Flor:
Durante los últimos meses he invertido muchas horas de los fines de semana restaurando a mi manera esta cómoda de los abuelos. Sacarla de la casa de la Esme se convirtió en una odisea. No cabía en el ascensor que llegó a su finca décadas después de que el mueble ocupara la habitación de los yayos. Pensé encargar una mudanza y llevármela a través del balcón pero me pareció excesivo. Al final entre Alf y yo conseguimos desmontarla y bajarla a trozos por la estrecha escalera.
Las dos sabemos que hay objetos que nos contienen. En este caso fue dentro de esa cómoda donde permaneció durante años el bolso de la yaya, sus gafas, sus pañuelos y ese olor a algarrobas que todavía conservan sus cajones y que es el de la Serranía valenciana. También fue aquí dentro donde se nos apareció el estruendoso silencio familiar que nos vinculó con la guerra civil y la represión.
Ese mueble, que fue casi el único patrimonio de mis abuelos, luce ahora en un espacio privilegiado de mi hogar. Su presencia me devuelve una parte de ellos. Esos cajones dieron lugar a aquel blog que abandoné demasiado pronto. A través de los textos en este nuevo espacio común vuelvo a honrar la vida de los que nos precedieron y a darle valor a lo que parece no tenerlo. Hoy pienso que «Te hablaré de mamá» es como esa cómoda: el lugar desde el que poner a salvo lo que más queremos.
Eva:
De niña, los cajones y yo éramos uno. Aún ahora entraría en las casas de la gente y les pediría que me dejaran averiguar qué cosas esconden, atesoran en sus cajones. Imaginarme haciéndolo, me trae a la niña que fui, a la que consentían y regañaban dulcemente como a alguien inofensivo. Además los abuelos nos dejaban meter mano en su cómoda. Y era fascinante porque en la casa del todo a cien y las baratijas estaba esta cómoda que solamente guardaba lo importante y lo duradero. Austera, sólida, algo ruda, la cómoda tenía la dignidad de lo escaso, lo viejo, lo único. Un bolso tenía la yaya, no treinta como su hija. Un bolso, un pañuelo, un abanico…

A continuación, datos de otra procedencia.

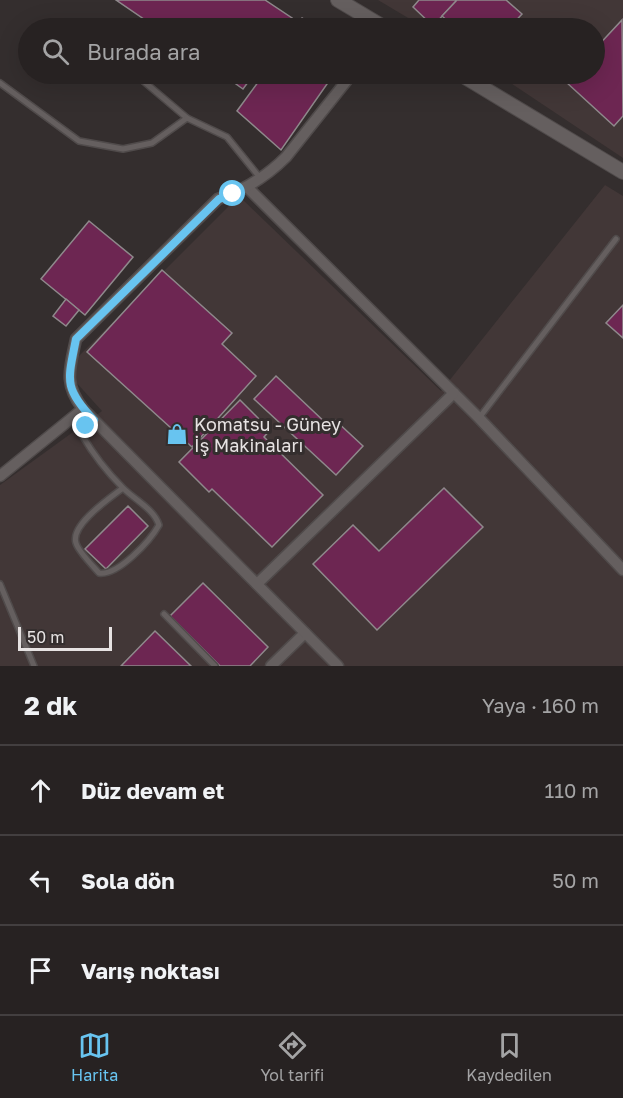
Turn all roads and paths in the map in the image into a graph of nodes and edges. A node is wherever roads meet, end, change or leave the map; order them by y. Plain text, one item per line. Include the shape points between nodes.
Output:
1 (338, 0) edge
2 (368, 18) edge
3 (0, 83) edge
4 (147, 84) edge
5 (344, 84) edge
6 (477, 84) edge
7 (187, 118) junction
8 (623, 172) edge
9 (261, 179) junction
10 (247, 187) junction
11 (616, 239) dead end
12 (454, 393) junction
13 (84, 409) junction
14 (479, 418) junction
15 (94, 420) junction
16 (0, 476) edge
17 (123, 488) junction
18 (623, 570) edge
19 (0, 584) edge
20 (257, 584) junction
21 (164, 614) dead end
22 (305, 633) junction
23 (332, 664) edge
24 (34, 666) edge
25 (215, 666) edge
26 (271, 666) edge

1 - 2 street
3 - 7 lane via 80,141 123,149 152,143
4 - 7 lane
5 - 9 street via 286,157
6 - 8 street
7 - 9 lane via 227,137
9 - 10 street
10 - 12 street
10 - 13 street via 219,199 76,339 69,380
11 - 14 lane
12 - 14 street
12 - 20 street
13 - 15 street
13 - 16 street
14 - 18 street
15 - 17 lane via 82,435
15 - 20 street
17 - 17 lane via 157,517 159,525 152,537 117,569 99,573 76,544 76,534 83,522
19 - 24 lane
20 - 22 street
21 - 25 lane
22 - 23 street
22 - 26 street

En este periodo no poseo cajones en una casa propia. Es una de las cosas que más me inquietan de este deambular que inicié hace años y he llevado al extremo. Ocupo la casa de Asturias y estos días he de desarmarla para acoger a sus propietarios, nuestros padres. Aunque mamá no reconocerá esta casa como suya y papá a ratos se despistará…
Estos días preferiría volver a ser la niña, o mejor intentar ser, por primera vez en mi vida, la que se concentra en ordenar sus cajones. He desarmado demasiadas casas y aún me quedan. Habré de tomar fuerzas. Y sí, Flor dejaste aquel blog demasiado pronto, dejabas cada artículo demasiado pronto; pero a veces lo hacemos bien… y ahora las cobardes, agazapadas que fuimos nos miran desde el mundo, que era aquel baúl inmenso que yo recuerdo en la habitación de los abuelos. Aunque igual me inventé la existencia de ese mueble grande a los pies de la cama. ¿Pero entonces esa palabra sin objeto porque me lleva a ese cuarto? Otro recuerdo que interroga el presente.